For the listing below, give the number of lines in which "image" occurs. Add nothing.

- - - - - - -

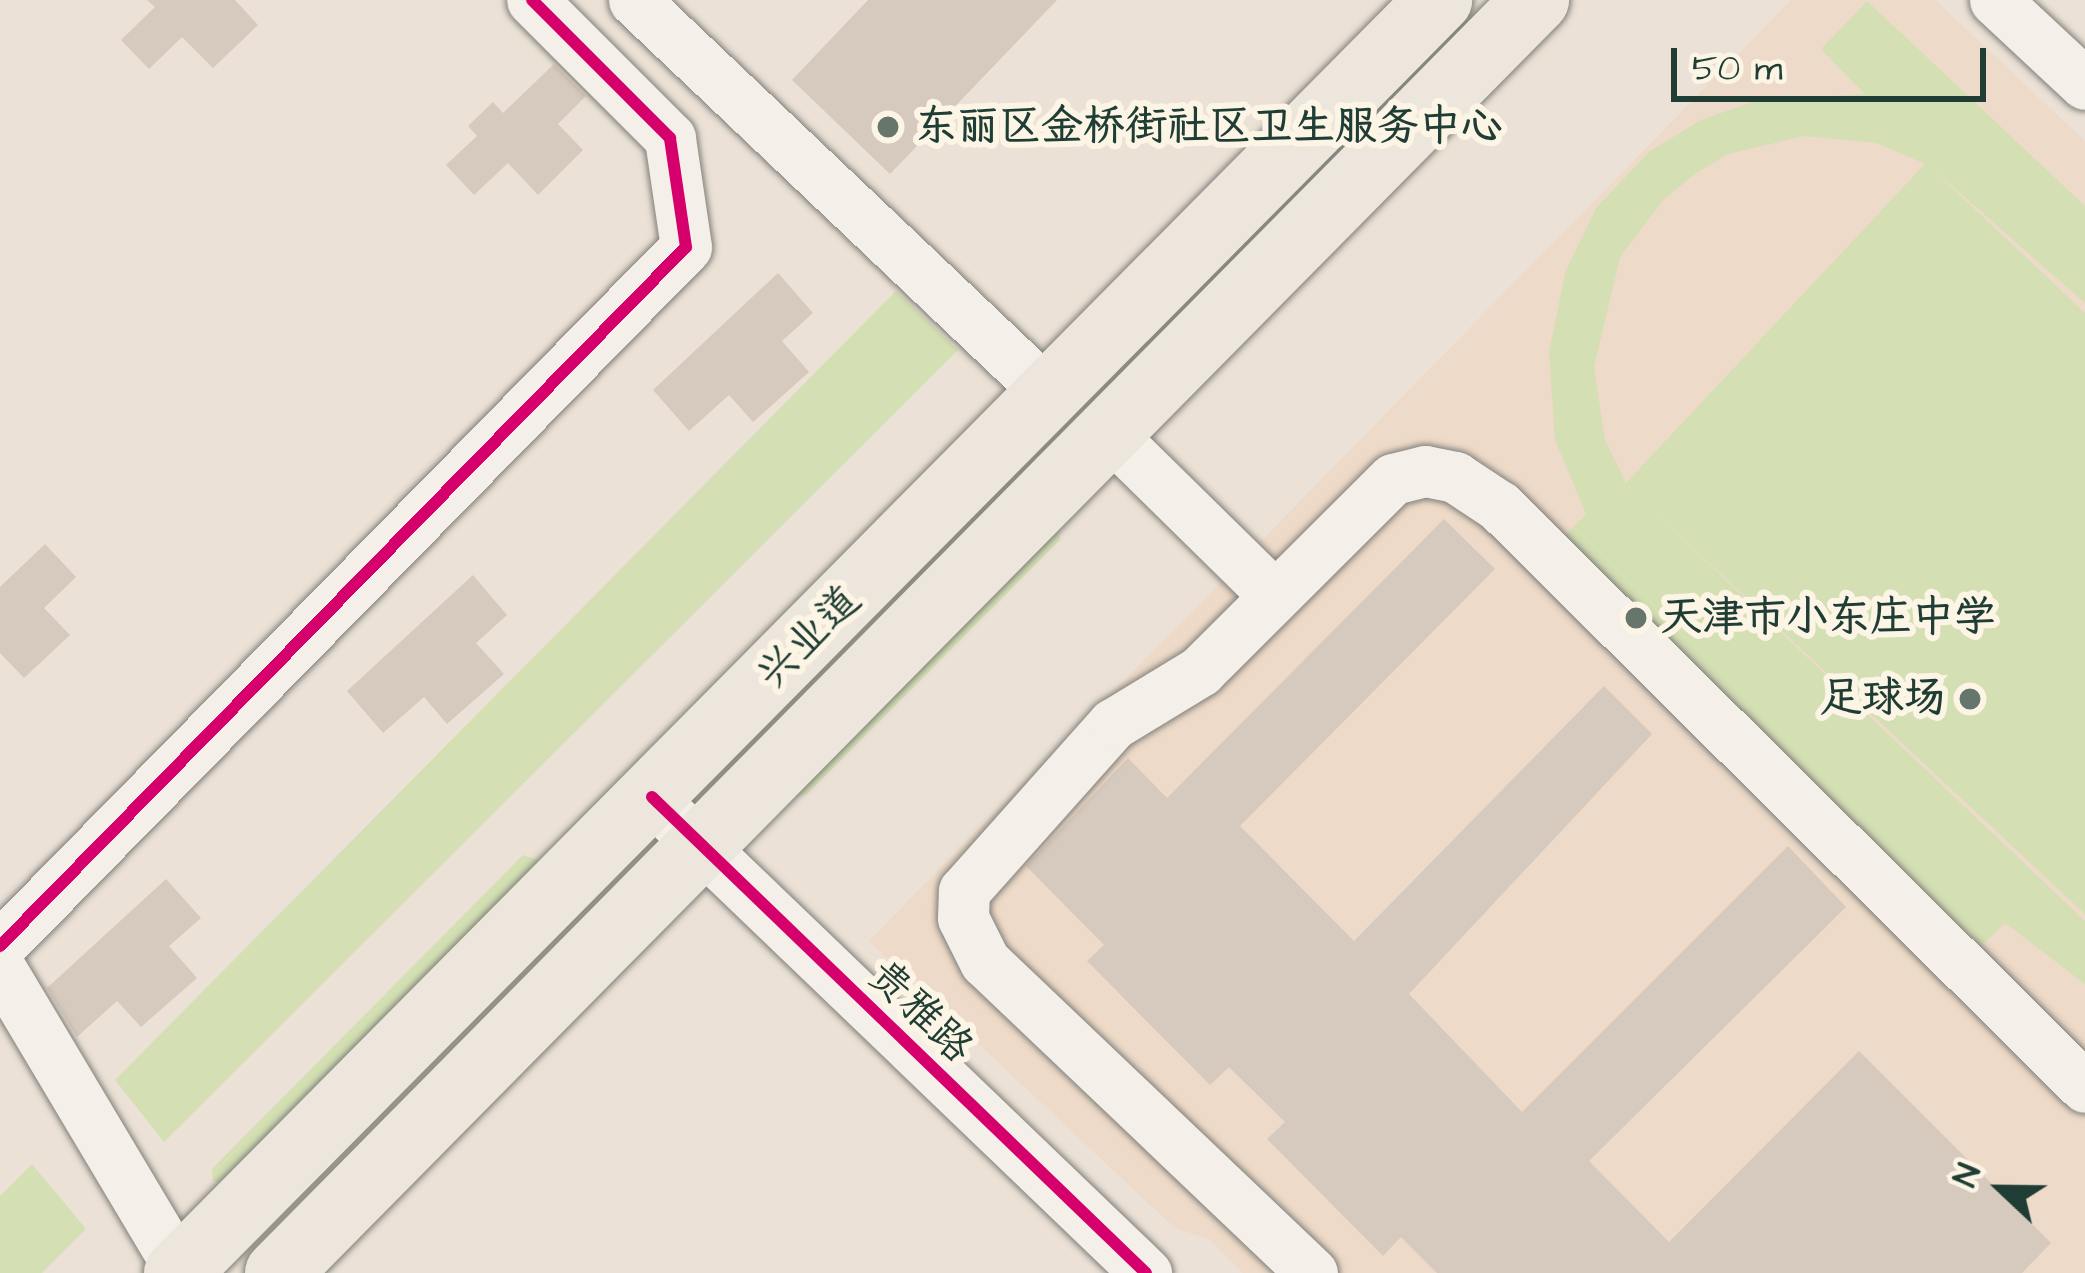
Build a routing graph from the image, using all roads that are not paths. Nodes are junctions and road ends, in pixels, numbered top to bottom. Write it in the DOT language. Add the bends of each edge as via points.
graph roads {
  1 [pos="532,0"];
  2 [pos="634,0"];
  3 [pos="1439,0"];
  4 [pos="1536,0"];
  5 [pos="1995,0"];
  6 [pos="2085,84"];
  7 [pos="1050,395"];
  8 [pos="1106,430"];
  9 [pos="1274,595"];
  10 [pos="673,820"];
  11 [pos="0,946"];
  12 [pos="0,968"];
  13 [pos="2085,1087"];
  14 [pos="1289,1265"];
  15 [pos="178,1271"];
  16 [pos="278,1273"];
  17 [pos="1146,1273"];
  1 -- 11 [label="street" via="670,138 686,247"];
  2 -- 7 [label="street"];
  3 -- 7 [label="main road, 兴业道"];
  4 -- 8 [label="main road, 兴业道"];
  5 -- 6 [label="street"];
  7 -- 10 [label="main road, 兴业道"];
  8 -- 9 [label="street"];
  8 -- 10 [label="main road, 兴业道"];
  9 -- 13 [label="street" via="1393,479 1426,471 1455,477 1499,506"];
  9 -- 14 [label="street" via="1200,671 1113,724 976,868 963,918 986,962"];
  10 -- 15 [label="main road, 兴业道"];
  10 -- 16 [label="main road, 兴业道"];
  10 -- 17 [label="street, 贵雅路"];
  12 -- 15 [label="street"];
}
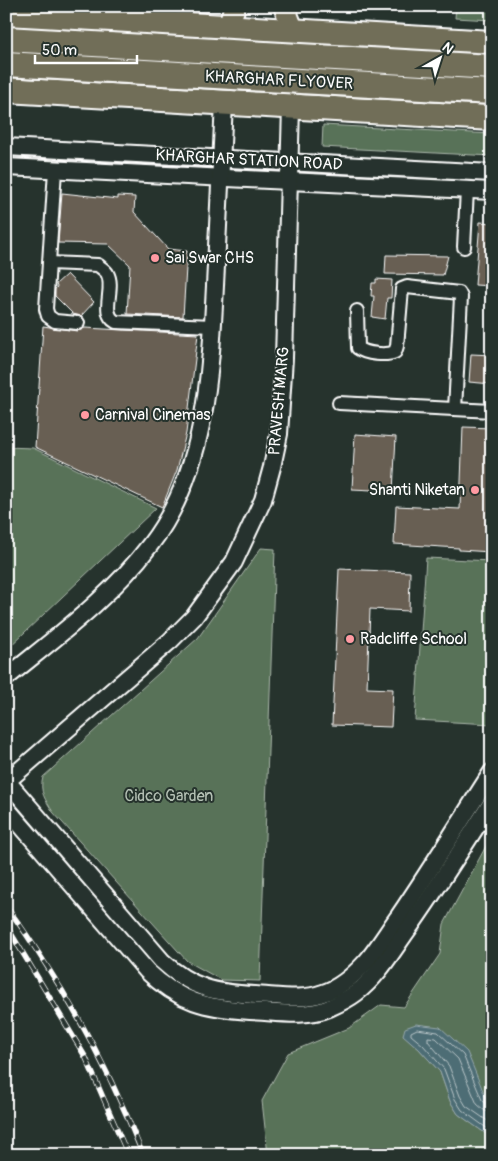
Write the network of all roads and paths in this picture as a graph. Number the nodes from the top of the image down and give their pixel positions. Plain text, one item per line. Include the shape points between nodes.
1 (284, 6) edge
2 (6, 14) edge
3 (231, 16) edge
4 (294, 32) junction
5 (6, 39) edge
6 (492, 43) edge
7 (6, 64) edge
8 (492, 67) edge
9 (6, 90) edge
10 (492, 92) edge
11 (224, 103) junction
12 (291, 107) junction
13 (492, 118) edge
14 (6, 146) edge
15 (221, 158) junction
16 (289, 162) junction
17 (6, 166) edge
18 (55, 170) junction
19 (492, 173) edge
20 (220, 177) junction
21 (288, 180) junction
22 (467, 190) junction
23 (492, 191) edge
24 (464, 246) dead end
25 (49, 263) junction
26 (357, 311) dead end
27 (78, 323) dead end
28 (213, 326) junction
29 (339, 403) dead end
30 (455, 409) junction
31 (492, 412) edge
32 (6, 678) edge
33 (492, 772) edge
34 (7, 781) edge
35 (492, 802) edge
36 (6, 808) edge

1 - 4 main road, PRAVESH MARG
2 - 3 highway
3 - 4 highway
3 - 11 main road
4 - 6 highway
4 - 12 main road, PRAVESH MARG
5 - 8 highway, KHARGHAR FLYOVER, bridge
7 - 10 highway, KHARGHAR FLYOVER, bridge
9 - 11 highway
11 - 12 highway
11 - 15 street
12 - 13 highway
12 - 16 street, PRAVESH MARG
14 - 15 street, KHARGHAR STATION ROAD
15 - 16 street, KHARGHAR STATION ROAD
15 - 20 street
16 - 19 street, KHARGHAR STATION ROAD
16 - 21 street, PRAVESH MARG
17 - 18 street, KHARGHAR STATION ROAD
18 - 20 street, KHARGHAR STATION ROAD
18 - 25 street
20 - 21 street, KHARGHAR STATION ROAD
20 - 28 street
21 - 22 street, KHARGHAR STATION ROAD
21 - 34 street, PRAVESH MARG via 279,434 263,500 234,562 194,617
22 - 23 street, KHARGHAR STATION ROAD
22 - 24 street
25 - 27 street via 48,316 55,321
25 - 28 street via 103,269 109,280 109,314 116,322
26 - 30 street via 358,348 390,354 397,346 402,289 459,293
28 - 32 street via 207,388 196,448 174,506 135,564 92,606
29 - 30 street
30 - 31 street
33 - 34 street via 367,961 346,981 323,994 295,997 229,994 190,982 172,970
35 - 36 street via 430,899 373,976 356,994 328,1009 294,1013 226,1010 192,1002 169,990 147,971

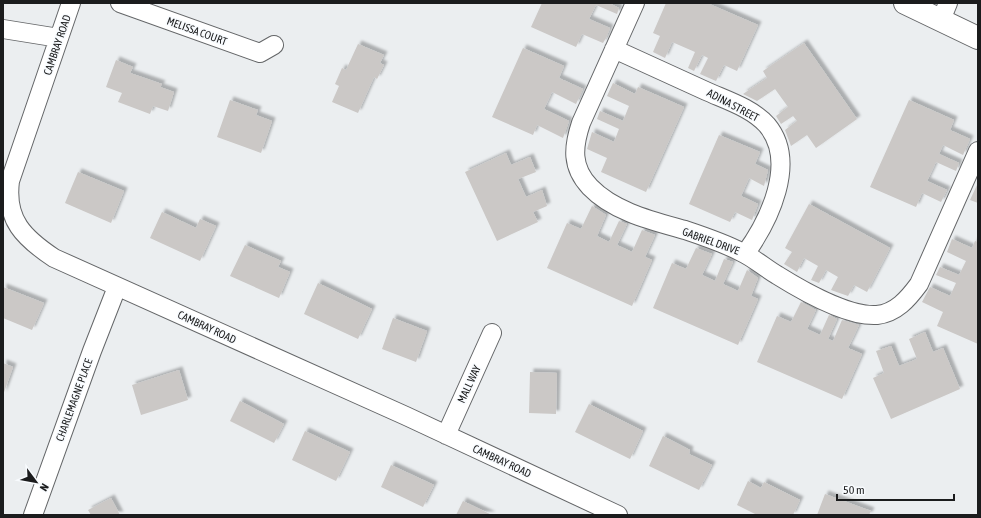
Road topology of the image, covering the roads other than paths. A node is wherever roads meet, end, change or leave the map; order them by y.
1 (71, 3) edge
2 (120, 3) edge
3 (636, 3) edge
4 (905, 3) edge
5 (944, 12) edge
6 (3, 29) edge
7 (59, 38) junction
8 (978, 38) edge
9 (274, 45) dead end
10 (614, 49) junction
11 (978, 151) edge
12 (745, 254) junction
13 (117, 287) junction
14 (492, 333) dead end
15 (446, 435) junction
16 (33, 515) edge
17 (618, 515) edge

1 - 7 street, CAMBRAY ROAD
2 - 9 street, MELISSA COURT
3 - 10 street, GABRIEL DRIVE
4 - 5 main road
5 - 8 main road
6 - 7 street
7 - 13 street, CAMBRAY ROAD
10 - 12 street, ADINA STREET
10 - 12 street, GABRIEL DRIVE
11 - 12 street, GABRIEL DRIVE
13 - 15 street, CAMBRAY ROAD
13 - 16 street, CHARLEMAGNE PLACE
14 - 15 street, MALL WAY
15 - 17 street, CAMBRAY ROAD

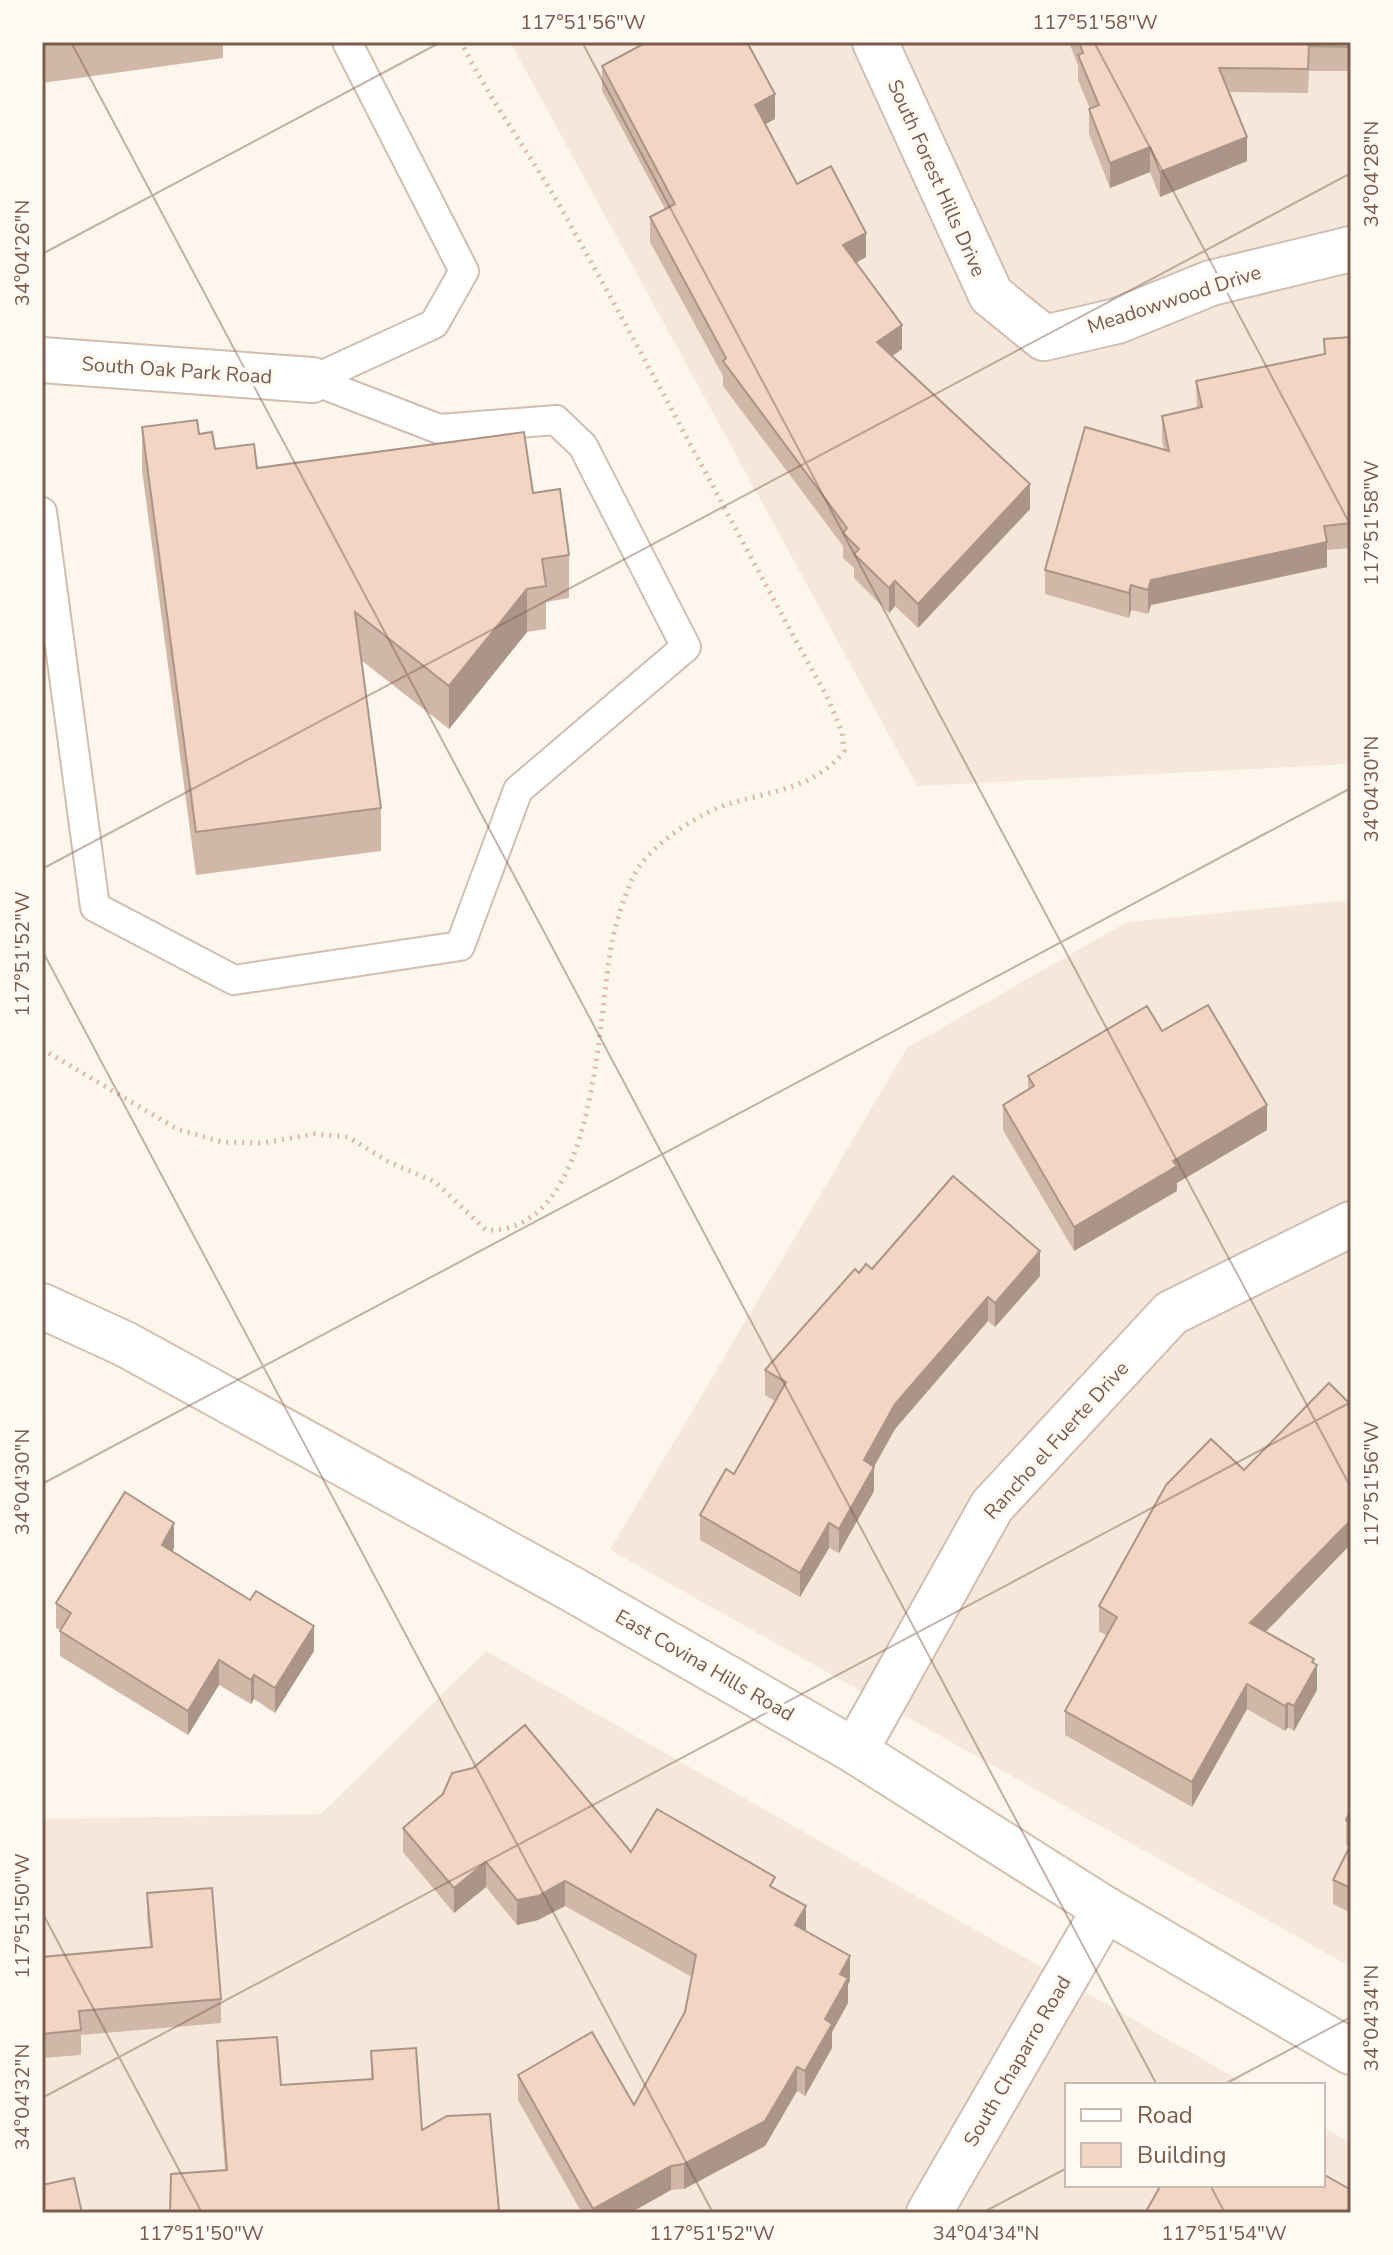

- - - - - - -

• RESULT
3